3.年度ごと、物件ごとの使い分けも可能です!

 さて、一般論として税法では親族間ならではの取引や経理を嫌う傾向があります。第三者間ではやらないのに、同族関係者間だからこそできてしまう行為は否認の対象とされるのです。これを認めれば利益操作が可能となり、結果的に税負担を減少させることにもつながるからです。その親族間の行為の妥当性の判断基準の一つに、毎期継続して同じやり方をしているかどうか、が問われることも結構多いもの。
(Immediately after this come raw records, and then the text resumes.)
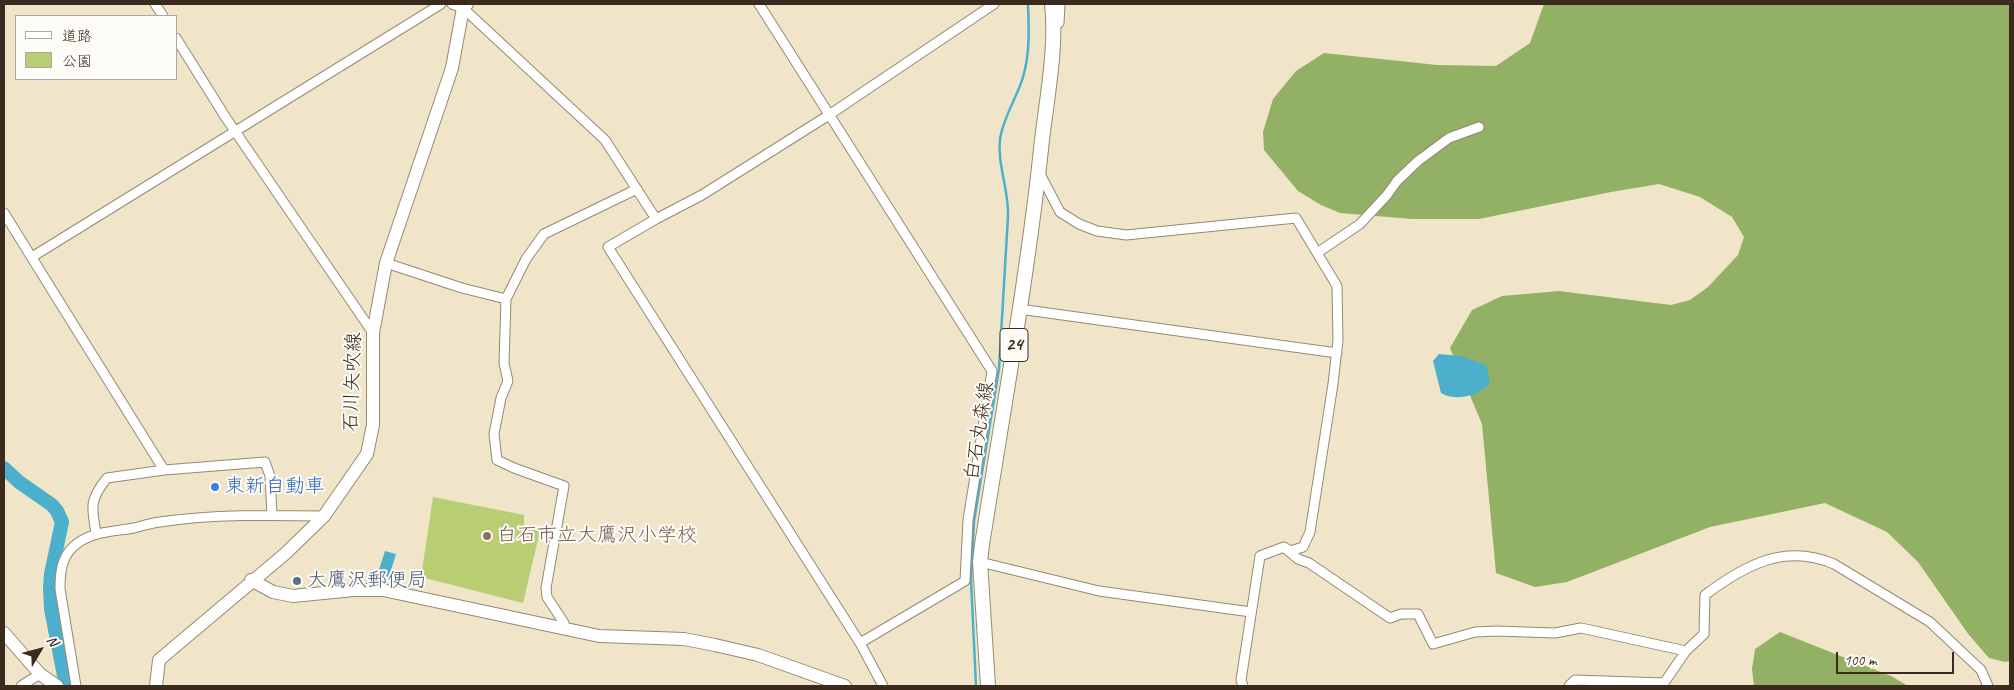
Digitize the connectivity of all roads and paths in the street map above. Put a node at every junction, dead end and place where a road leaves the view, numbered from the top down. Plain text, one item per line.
1 (155, 4) edge
2 (440, 4) edge
3 (759, 4) edge
4 (994, 4) edge
5 (1052, 4) edge
6 (1060, 4) edge
7 (461, 5) edge
8 (162, 15) edge
9 (1052, 39) junction
10 (178, 41) edge
11 (829, 115) junction
12 (1479, 128) dead end
13 (236, 132) junction
14 (1039, 172) junction
15 (637, 189) junction
16 (4, 214) edge
17 (656, 219) junction
18 (1317, 254) junction
19 (32, 257) junction
20 (386, 263) junction
21 (506, 299) junction
22 (1019, 309) junction
23 (373, 333) junction
24 (1337, 353) junction
25 (164, 470) junction
26 (272, 515) junction
27 (324, 516) junction
28 (96, 533) junction
29 (1284, 547) junction
30 (980, 562) junction
31 (251, 580) junction
32 (1251, 612) junction
33 (562, 630) junction
34 (4, 633) edge
35 (860, 643) junction
36 (1686, 650) junction
37 (42, 675) junction
38 (21, 686) edge
39 (57, 686) edge
40 (76, 686) edge
41 (156, 686) edge
42 (845, 686) edge
43 (883, 686) edge
44 (988, 686) edge
45 (1243, 686) edge
46 (1569, 686) edge
47 (1988, 686) edge

1 - 8 street
2 - 13 street
3 - 11 street
4 - 11 street
5 - 9 main road, 白石丸森線 / 24
6 - 9 street
7 - 15 street
7 - 20 main road, 石川矢吹線
9 - 14 main road, 白石丸森線 / 24
10 - 13 street
11 - 17 street
11 - 35 street
12 - 18 street
13 - 19 street
13 - 23 street
14 - 18 street
14 - 22 main road, 白石丸森線 / 24
15 - 17 street
15 - 21 street
16 - 19 street
17 - 35 street
18 - 24 street
19 - 25 street
20 - 21 street
20 - 23 main road, 石川矢吹線
21 - 33 street
22 - 24 street
22 - 30 main road, 白石丸森線 / 24
23 - 27 main road, 石川矢吹線
24 - 29 street
25 - 26 street
25 - 28 street
26 - 27 street
26 - 28 street
27 - 31 main road, 石川矢吹線
28 - 40 street
29 - 32 street
29 - 36 street
30 - 32 street
30 - 44 main road, 白石丸森線 / 24
31 - 33 main road
31 - 41 main road, 石川矢吹線
32 - 45 street
33 - 42 main road
34 - 37 main road
35 - 43 street
36 - 46 street
36 - 47 street
37 - 38 street
37 - 39 main road

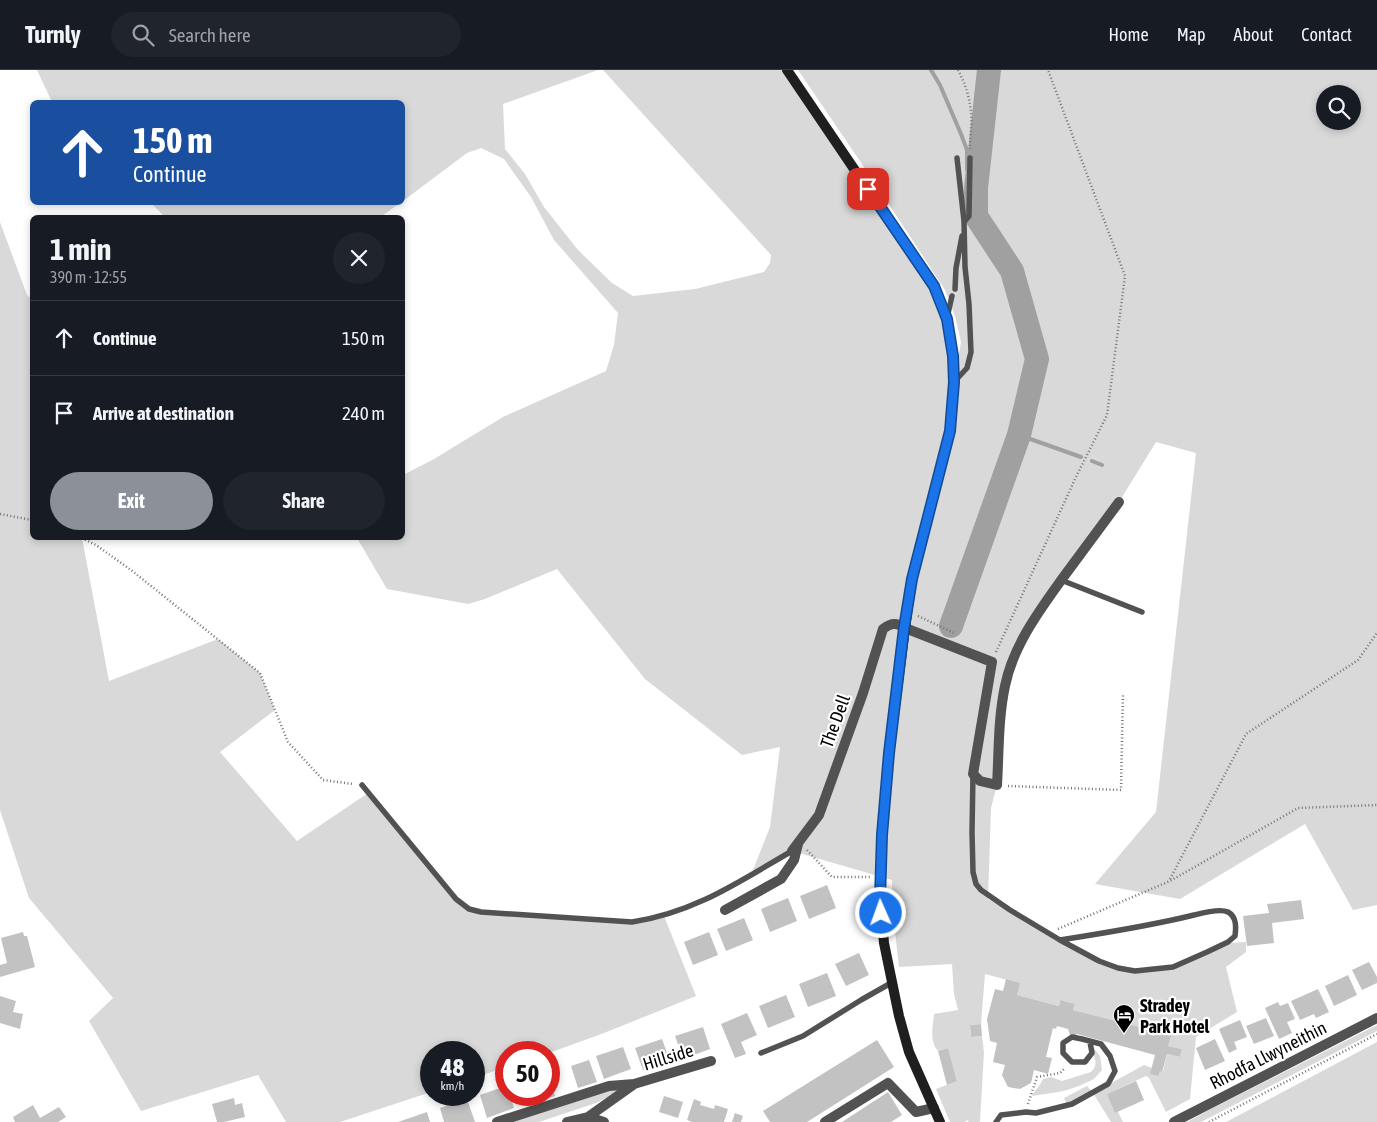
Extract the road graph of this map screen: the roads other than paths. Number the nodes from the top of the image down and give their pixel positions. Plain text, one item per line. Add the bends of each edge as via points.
1 (788, 70) edge
2 (958, 158) dead end
3 (970, 158) road end
4 (964, 221) junction
5 (955, 289) dead end
6 (952, 296) dead end
7 (947, 319) junction
8 (954, 382) junction
9 (1119, 502) dead end
10 (1061, 580) junction
11 (1142, 612) dead end
12 (904, 628) junction
13 (973, 774) junction
14 (362, 785) road end
15 (799, 841) junction
16 (792, 851) joint
17 (724, 910) dead end
18 (1060, 940) junction
19 (891, 983) junction
20 (1377, 1018) edge
21 (1090, 1042) junction
22 (761, 1053) dead end
23 (711, 1061) dead end
24 (634, 1084) junction
25 (934, 1108) junction
26 (588, 1118) junction
27 (498, 1122) edge
28 (567, 1122) edge
29 (604, 1122) edge
30 (825, 1122) edge
31 (940, 1122) edge
32 (996, 1122) edge
33 (1174, 1122) edge

1 - 7 main road via 934,286
2 - 4 lane
3 - 4 lane via 969,216
4 - 5 lane
4 - 8 lane via 970,352 967,368
6 - 7 lane
7 - 8 main road
8 - 12 main road via 950,431 912,579
9 - 10 street
10 - 11 lane
10 - 13 street via 1023,638 1005,685 997,785 980,781
12 - 13 street via 992,662
12 - 15 street, The Dell via 897,623 884,629 819,815
12 - 19 main road via 889,753 880,877 884,943
13 - 18 lane via 972,853 976,884 995,901
14 - 16 lane via 456,899 469,909 481,912 632,922 654,919 720,894
15 - 16 street, The Dell
15 - 17 street, The Dell via 794,860 781,879
18 - 18 lane via 1099,961 1135,971 1173,967 1199,956 1228,942 1235,936 1236,927 1234,918 1227,912 1212,911 1152,925
19 - 22 lane via 803,1036
19 - 25 main road via 909,1052
20 - 33 street, Rhodfa Llwyneithin
21 - 21 lane via 1072,1038 1063,1043 1063,1053 1072,1062 1085,1062 1092,1053
21 - 32 lane via 1101,1044 1110,1056 1115,1071 1108,1084 1072,1104 1036,1113 1002,1115
23 - 24 street, Hillside
24 - 26 street, Hillside
24 - 27 street, Hillside via 609,1086
25 - 30 street via 916,1112 888,1083
25 - 31 main road
26 - 28 street, Hillside
26 - 29 street, Hillside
しかし、土地の売買については、上記の引き渡し基準、契約日基準の使い方は極めて大らかです。例えば、昨年は引き渡し基準、今年は契約日基準、と言うことも認められます。更には同一年度でも、土地Aについては引き渡し基準、土地Bは契約日基準が認められてしまうのです。しかも、個人に比べ厳格なやり方が求められる法人においてさえも、なのです。
 いずれにせよ、どちらの基準で申告するかにより、実際の納税も凡そ一年違ってくるわけで、資金繰り上大きな相違が生じます。

4.事業用資産の買換えへの応用

 ここで話は一転。事業用資産の買換えの特例をご存じの方も多いことと思います。一定の資産を売却し、一定の資産に買換えると、最大で税負担が1/5にまで減少するという代物です。総じて売却資産と買換え資産には組み合わせがそれぞれ決まっています。そんな中、最も使い勝手の良いのは売却資産は10年超所有していること、買換え資産は国内に所在するものであること、いう極めて簡単なもの。この便利な特例が平成15年末で期限切れ、廃止の予定です。
 今となっては時間不足、直ぐに売却先など見つからない、と諦めてしまった方も沢山おられることでしょう。ここで何かいい知恵はないものか?
 総ての人を救うことはできませんが、ご自身の意のままになる同族会社、関係会社等があれば、それらの会社を利用です。勿論価格は適正な時価でなければなりません。が、これさえ守れば相手先は問われないのです。例えば平成4年12月末までに等価交換でマンションを建築した地主さん(所有期間が10年超となる最終時)。この特例を利用すれば、より収益性の高い物件に買換えられる、本当に最後のチャンスです。契約日基準で申告しさえすれば、買換え物件は来年末までに取得すればいいのです。

5.最後はお金の動きが鍵!

 ここで更に悪知恵を働かせる人もいるでしょう。そもそも同族間で売買契約をするのなら、日付なんてバックデートで何とでもなるのではないか。登記は若干遅れても、登記は強制されるものではないはず。つまり、年内に急いで契約を締結しなくても、申告期限までに済ませれば十分間に合うと、この手の方はうそぶくのです。確かに登記が遅れても、登記は絶対条件ではありません。中には未登記だってあるくらいです。
 が、税務署を甘く見てはいけません。とりわけ特例の適用期限が切れるギリギリ間際の契約は、疑ってかかるのが税務署の常識というものです。特に契約の締結だけで金銭授受がない取引は、所詮ペーパーだけの仮装取引と言われても、言い逃れは難しいもの。第三者間取引なら、1〜2割の手付金を払うのが当たり前のこの世界。お金の動きがない以上、取引の正当性は主張できないと考えるべきでしょう。ならば、取りあえず銀行口座を通して金銭授受をしておいて、その金額に合わせた契約書を後日作成すれば…?
 筆者には答えようがない質問です。
 当社は真面目な税理士法人、そんな脱税まがいのお手伝いはできません。応用編については、各方、良心に従ってお考えあれ!